── Data records

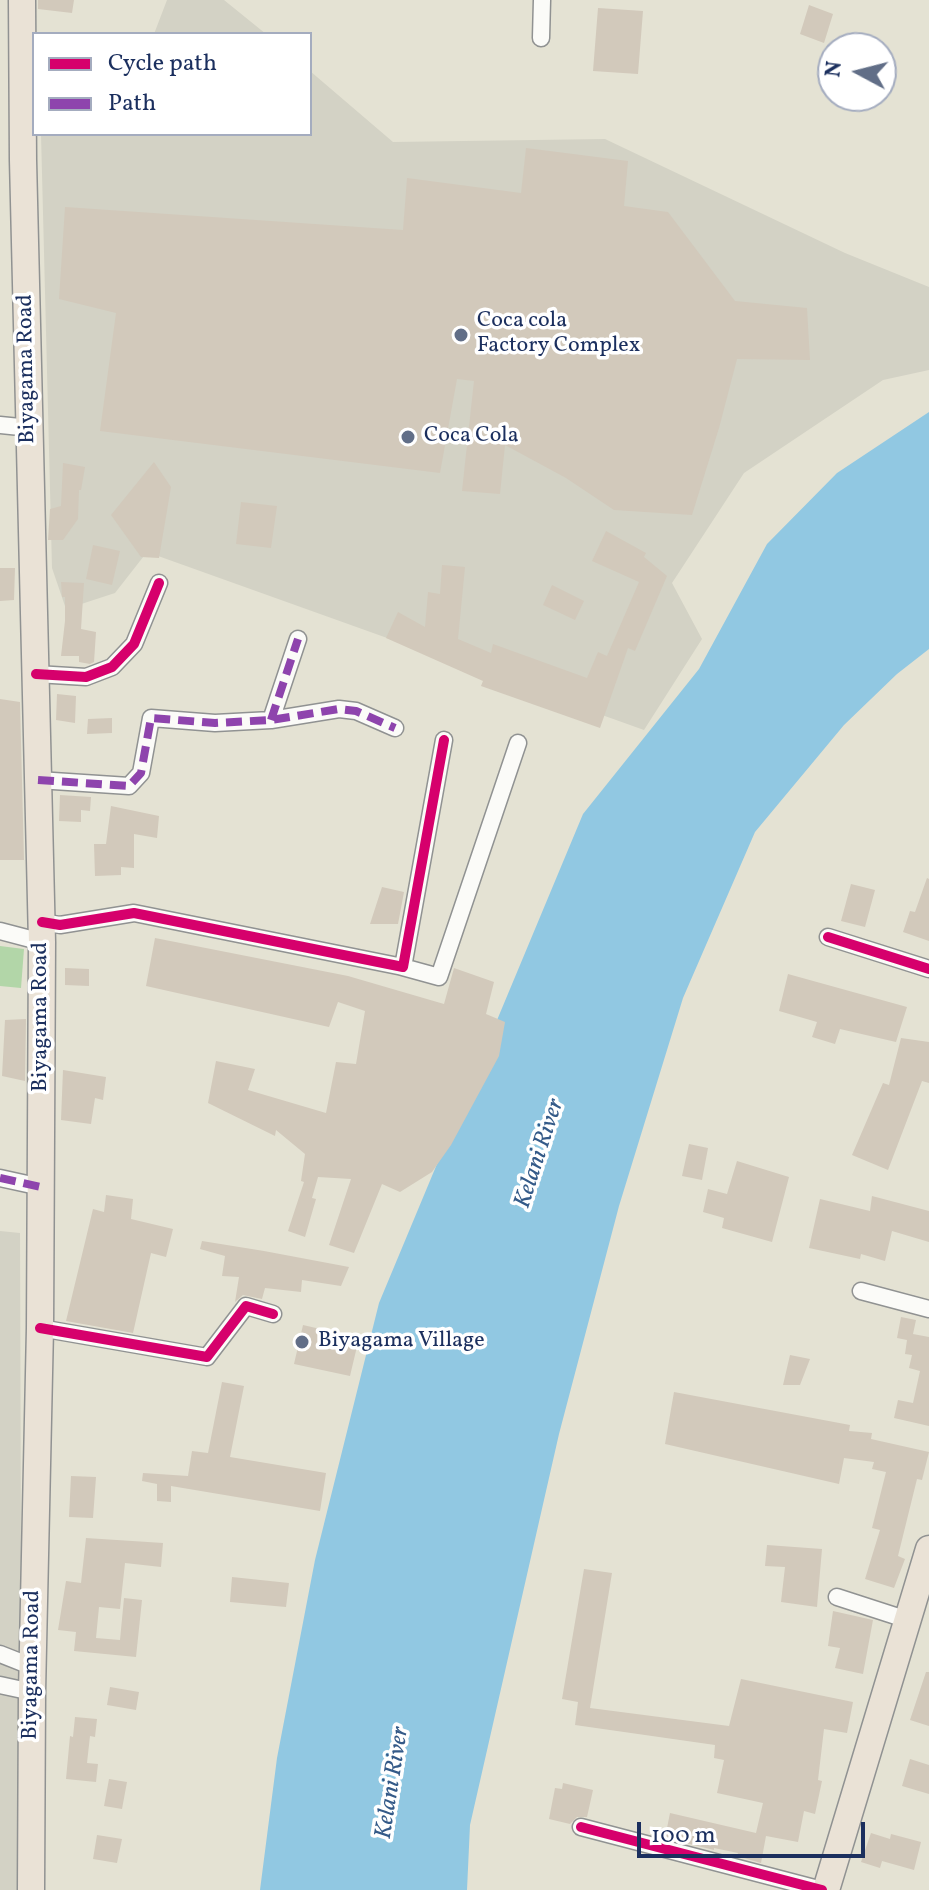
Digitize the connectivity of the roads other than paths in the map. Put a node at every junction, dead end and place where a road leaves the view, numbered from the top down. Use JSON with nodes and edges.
{"nodes":[{"id":1,"x":22,"y":0,"type":"edge"},
{"id":2,"x":542,"y":0,"type":"edge"},
{"id":3,"x":541,"y":38,"type":"dead end"},
{"id":4,"x":0,"y":425,"type":"edge"},
{"id":5,"x":30,"y":428,"type":"junction"},
{"id":6,"x":159,"y":583,"type":"dead end"},
{"id":7,"x":298,"y":639,"type":"dead end"},
{"id":8,"x":36,"y":674,"type":"junction"},
{"id":9,"x":271,"y":720,"type":"junction"},
{"id":10,"x":395,"y":728,"type":"dead end"},
{"id":11,"x":444,"y":740,"type":"dead end"},
{"id":12,"x":518,"y":743,"type":"dead end"},
{"id":13,"x":38,"y":780,"type":"junction"},
{"id":14,"x":0,"y":931,"type":"edge"},
{"id":15,"x":42,"y":932,"type":"junction"},
{"id":16,"x":828,"y":937,"type":"dead end"},
{"id":17,"x":399,"y":966,"type":"junction"},
{"id":18,"x":929,"y":969,"type":"edge"},
{"id":19,"x":0,"y":1178,"type":"edge"},
{"id":20,"x":41,"y":1187,"type":"junction"},
{"id":21,"x":861,"y":1291,"type":"dead end"},
{"id":22,"x":929,"y":1309,"type":"edge"},
{"id":23,"x":273,"y":1314,"type":"dead end"},
{"id":24,"x":40,"y":1328,"type":"junction"},
{"id":25,"x":929,"y":1549,"type":"edge"},
{"id":26,"x":837,"y":1597,"type":"dead end"},
{"id":27,"x":908,"y":1620,"type":"junction"},
{"id":28,"x":0,"y":1654,"type":"edge"},
{"id":29,"x":32,"y":1680,"type":"junction"},
{"id":30,"x":0,"y":1685,"type":"edge"},
{"id":31,"x":581,"y":1827,"type":"dead end"},
{"id":32,"x":31,"y":1890,"type":"edge"},
{"id":33,"x":824,"y":1890,"type":"edge"}],
"edges":[{"from":1,"to":5,"type":"main road","name":"Biyagama Road"},
{"from":2,"to":3,"type":"street"},
{"from":4,"to":5,"type":"street"},
{"from":5,"to":8,"type":"main road","name":"Biyagama Road"},
{"from":6,"to":8,"type":"street"},
{"from":7,"to":9,"type":"street"},
{"from":8,"to":13,"type":"main road","name":"Biyagama Road"},
{"from":9,"to":10,"type":"street"},
{"from":9,"to":13,"type":"street"},
{"from":11,"to":17,"type":"street"},
{"from":12,"to":17,"type":"street"},
{"from":13,"to":15,"type":"main road","name":"Biyagama Road"},
{"from":14,"to":15,"type":"street"},
{"from":15,"to":17,"type":"street"},
{"from":15,"to":20,"type":"main road","name":"Biyagama Road"},
{"from":16,"to":18,"type":"street"},
{"from":19,"to":20,"type":"street"},
{"from":20,"to":24,"type":"main road","name":"Biyagama Road"},
{"from":21,"to":22,"type":"street"},
{"from":23,"to":24,"type":"street"},
{"from":24,"to":29,"type":"main road","name":"Biyagama Road"},
{"from":25,"to":27,"type":"main road"},
{"from":26,"to":27,"type":"street"},
{"from":27,"to":33,"type":"main road"},
{"from":28,"to":29,"type":"street"},
{"from":29,"to":30,"type":"street"},
{"from":29,"to":32,"type":"main road","name":"Biyagama Road"},
{"from":31,"to":33,"type":"street"}]}
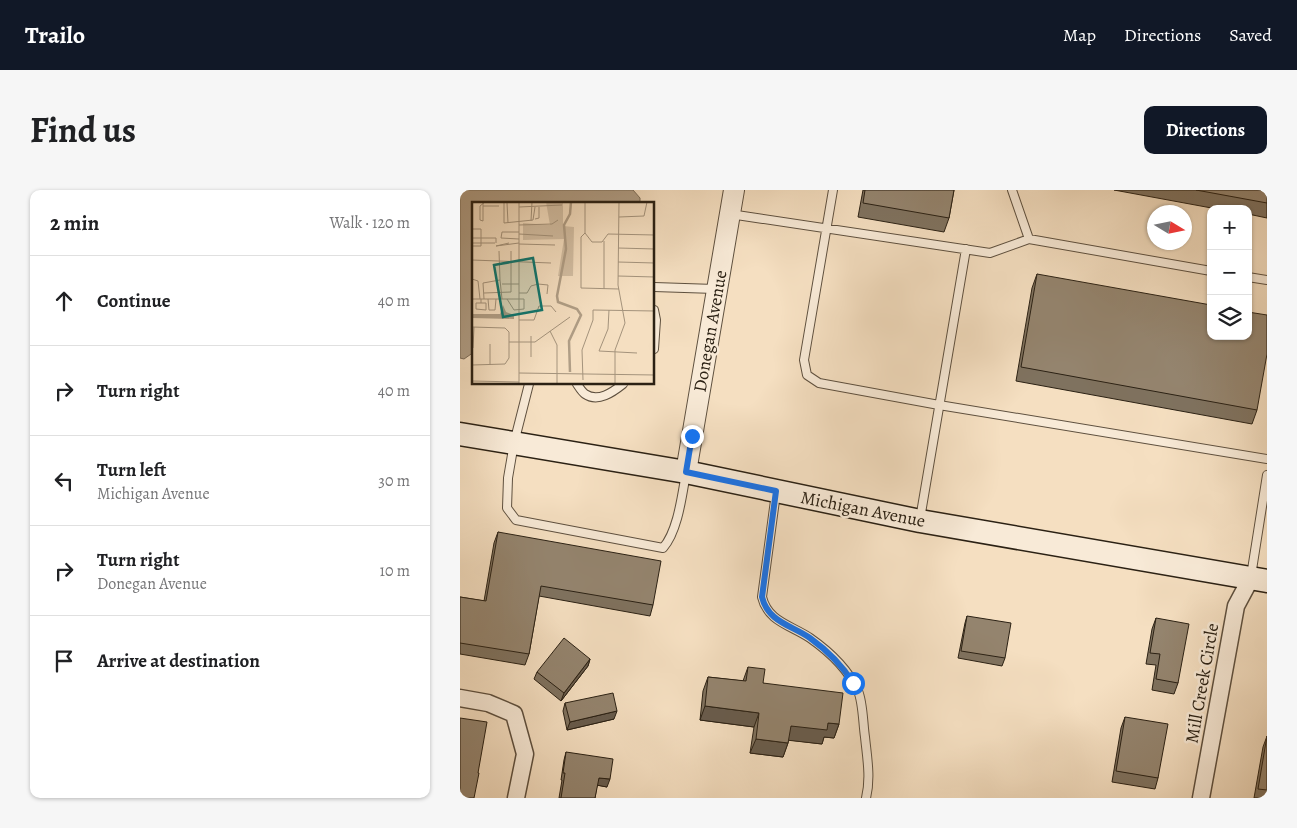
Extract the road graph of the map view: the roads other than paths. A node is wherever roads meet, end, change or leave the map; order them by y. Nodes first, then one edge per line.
1 (734, 190) edge
2 (832, 190) edge
3 (1012, 190) edge
4 (730, 214) junction
5 (826, 228) junction
6 (1030, 239) junction
7 (966, 250) junction
8 (1207, 270) edge
9 (1252, 278) edge
10 (1267, 280) edge
11 (655, 287) edge
12 (717, 290) junction
13 (655, 315) edge
14 (655, 334) edge
15 (529, 385) edge
16 (578, 385) edge
17 (621, 385) edge
18 (939, 405) junction
19 (460, 434) edge
20 (514, 443) junction
21 (1267, 459) edge
22 (686, 472) junction
23 (1267, 475) edge
24 (776, 491) junction
25 (920, 521) junction
26 (1259, 580) edge
27 (460, 698) edge
28 (516, 798) edge
29 (866, 798) edge
30 (1201, 798) edge

1 - 4 street, Donegan Avenue
2 - 5 lane
3 - 6 lane
4 - 5 lane
4 - 12 street, Donegan Avenue
5 - 7 lane
5 - 18 lane
6 - 7 lane
6 - 8 lane
7 - 18 lane
9 - 10 lane
11 - 12 lane
12 - 22 street, Donegan Avenue
13 - 14 lane
15 - 20 lane
16 - 17 lane
18 - 21 lane
18 - 25 lane
19 - 20 main road, Michigan Avenue
20 - 22 main road, Michigan Avenue
20 - 22 lane
22 - 24 main road, Michigan Avenue
23 - 26 lane
24 - 25 main road, Michigan Avenue
24 - 29 lane
25 - 26 main road, Michigan Avenue
26 - 30 street, Mill Creek Circle
27 - 28 street

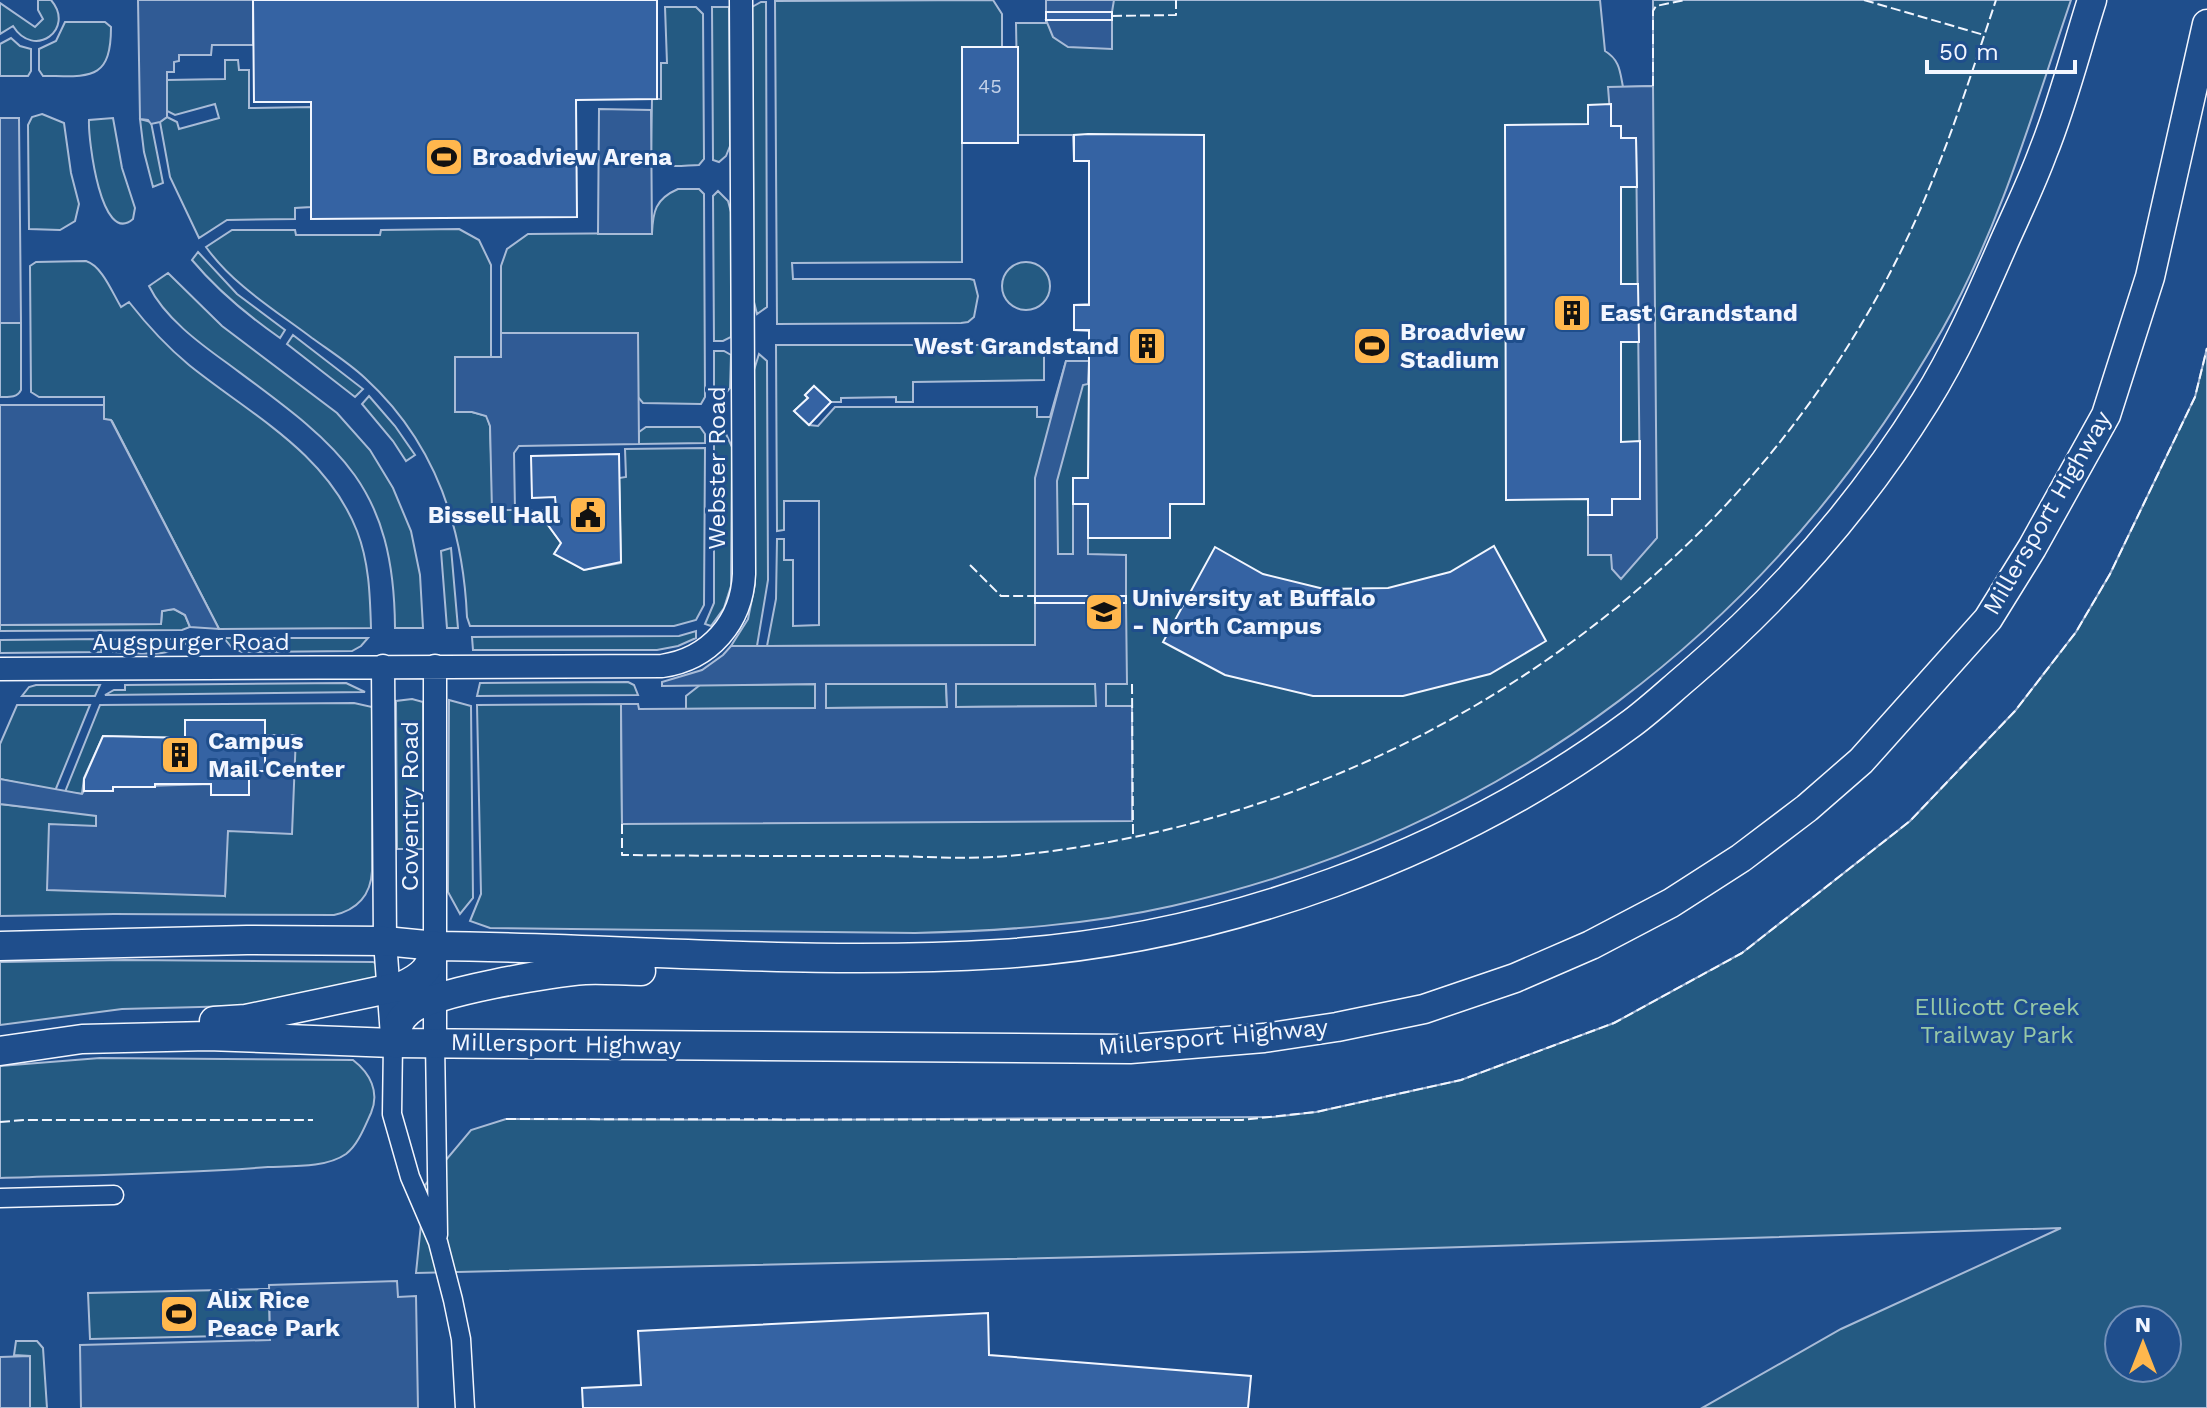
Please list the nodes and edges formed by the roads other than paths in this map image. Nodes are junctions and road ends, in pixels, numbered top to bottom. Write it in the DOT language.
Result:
graph roads {
  1 [pos="741,0"];
  2 [pos="2092,0"];
  3 [pos="2207,24"];
  4 [pos="383,666"];
  5 [pos="435,666"];
  6 [pos="0,669"];
  7 [pos="385,941"];
  8 [pos="0,946"];
  9 [pos="436,946"];
  10 [pos="777,957"];
  11 [pos="390,988"];
  12 [pos="435,998"];
  13 [pos="82,1039"];
  14 [pos="435,1042"];
  15 [pos="393,1043"];
  16 [pos="0,1051"];
  17 [pos="114,1195"];
  18 [pos="0,1198"];
  19 [pos="438,1242"];
  20 [pos="465,1408"];
  1 -- 5 [label="street, Webster Road"];
  2 -- 10 [label="main road"];
  3 -- 14 [label="main road, Millersport Highway"];
  4 -- 5 [label="street, Webster Road"];
  4 -- 6 [label="street, Augspurger Road"];
  4 -- 7 [label="street, Coventry Road"];
  5 -- 9 [label="street, Coventry Road"];
  7 -- 8 [label="main road"];
  7 -- 9 [label="main road"];
  7 -- 11 [label="street, Coventry Road"];
  9 -- 10 [label="main road"];
  9 -- 11 [label="main road"];
  9 -- 12 [label="street, Coventry Road"];
  10 -- 12 [label="main road"];
  11 -- 13 [label="main road"];
  11 -- 15 [label="street, Coventry Road"];
  12 -- 14 [label="street, Coventry Road"];
  12 -- 15 [label="main road"];
  13 -- 15 [label="main road, Millersport Highway"];
  13 -- 16 [label="main road, Millersport Highway"];
  14 -- 15 [label="main road, Millersport Highway"];
  14 -- 19 [label="street"];
  15 -- 19 [label="street"];
  17 -- 18 [label="street"];
  19 -- 20 [label="street"];
}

────

• Task to complete
Scan the listing above and copy all lines containing the word "name".

• Solution to this exercise
"edges":[{"from":1,"to":5,"type":"main road","name":"Biyagama Road"},
{"from":5,"to":8,"type":"main road","name":"Biyagama Road"},
{"from":8,"to":13,"type":"main road","name":"Biyagama Road"},
{"from":13,"to":15,"type":"main road","name":"Biyagama Road"},
{"from":15,"to":20,"type":"main road","name":"Biyagama Road"},
{"from":20,"to":24,"type":"main road","name":"Biyagama Road"},
{"from":24,"to":29,"type":"main road","name":"Biyagama Road"},
{"from":29,"to":32,"type":"main road","name":"Biyagama Road"},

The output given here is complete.